Die Kulturwissenschaftlerin Mithu Sanyal, die 1971 in Düsseldorf geboren wurde und schon Sachbücher wie „Vulva. Das unsichtbare Geschlecht“ und „Vergewaltigung. Aspekte eines Verbrechens“ geschrieben hat, erzählt in ihrem turbulenten, überdrehten ersten Roman mit dem vielsagenden Titel „Identitti“ von einer indischstämmigen Frau namens Nivedita, die ihre Professorin für Postcolonial Studies, Dr. Saraswati über alles verehrt. Nun stellt sich heraus, dass Saraswati keine Person of Colour ist, als die sie sich stets beschrieben hat. Sie wird als Weiße entlarvt, als „Karnevalsinderin“ beschimpft, des „Black Facings“ beschuldigt.

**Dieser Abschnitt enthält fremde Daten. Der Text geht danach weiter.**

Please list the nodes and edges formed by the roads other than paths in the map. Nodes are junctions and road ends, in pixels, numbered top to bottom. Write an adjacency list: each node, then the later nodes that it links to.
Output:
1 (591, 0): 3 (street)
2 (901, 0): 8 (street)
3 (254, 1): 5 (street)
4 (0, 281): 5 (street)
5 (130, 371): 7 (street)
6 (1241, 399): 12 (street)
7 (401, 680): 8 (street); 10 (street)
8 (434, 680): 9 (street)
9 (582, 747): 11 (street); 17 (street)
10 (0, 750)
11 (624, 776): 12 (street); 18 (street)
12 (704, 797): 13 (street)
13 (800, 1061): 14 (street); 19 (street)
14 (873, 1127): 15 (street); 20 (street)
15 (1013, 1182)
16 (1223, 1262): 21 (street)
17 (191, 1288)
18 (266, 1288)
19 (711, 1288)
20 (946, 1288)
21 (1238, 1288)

„Während das Netz Saraswati hetzt und Demos ihre Entlassung fordern“, schreibt der Verlag in seiner Ankündigung, „stellt Nivedita ihr intimsten Fragen: „Sind wir einfach wir selbst, oder vor allem Frauen oder Männer, Schwarze oder Weiße? Kann man Weißsein loswerden?“

Auch die 1988 im rheinland-pfälzischen Hermeskeil als Tochter iranischer Emigranten geborene Shida Bazyar hat nach ihrem umjubelten Debüt „Nachts ist es leise in Teheran“ mit „Drei Kameradinnen“ einen weiteren Roman geschrieben. Hani, Kasih und Saya heißen die jungen Frauen mit nichtdeutschem Hintergrund, die Bayzar porträtiert.

Fastorte aus Phantasien und Sehnsüchten

Dass die drei so eng befreundet sind, ist der Halt ihres Lebens, denn sie glauben: „Uns gibt es in dieser Welt nicht. Hier sind wir weder Deutsche noch Flüchtlinge, wir sprechen nicht die Nachrichten und wir sind nicht die Expertinnen. Wir sind irgendein Joker, von dem sie noch nicht wissen, ob sie ihn einmal zu irgendetwas gebrauchen können.“

So unterschiedlich die Romane von Gorelik, Sanyal, Bazyar oder Otoo sind, die Bücher von Dardan, Kapitelman, Grabovac oder auch Hengameh Yaghoobifarah, die mit dem Roman „Ministerium der Träume“ debütiert, so anders ihr formaler Angang ist, ihr literarischer Zugriff, ihre mitunter pessimistische Sicht auf die deutsche Gesellschaft, wie bei Dardan oder Bazyar – es eint sie eine widersprüchliche, aber betont unlarmoyante Vitalität.

Das von Grjasnowa benannte „Dazwischen“ lässt sich auch als kreative Bereicherung empfinden, die „Zwischenorte“ können erfahrbar gemacht werden, gerade weil die Autorinnen und Autoren davon berichten. So wie es Asal Dardan einmal ausdrückt: „Das ist das Seltsame am Leben zwischen mehreren Welten, es bietet keine ganzen, sondern aus Phantasien und Sehnsüchten gebaute Fastorte. Orte an denen man bleiben will, auch wenn man nie dort gewesen ist.“ Diese Literatur erzählt davon, sie ist selbst so ein Ort.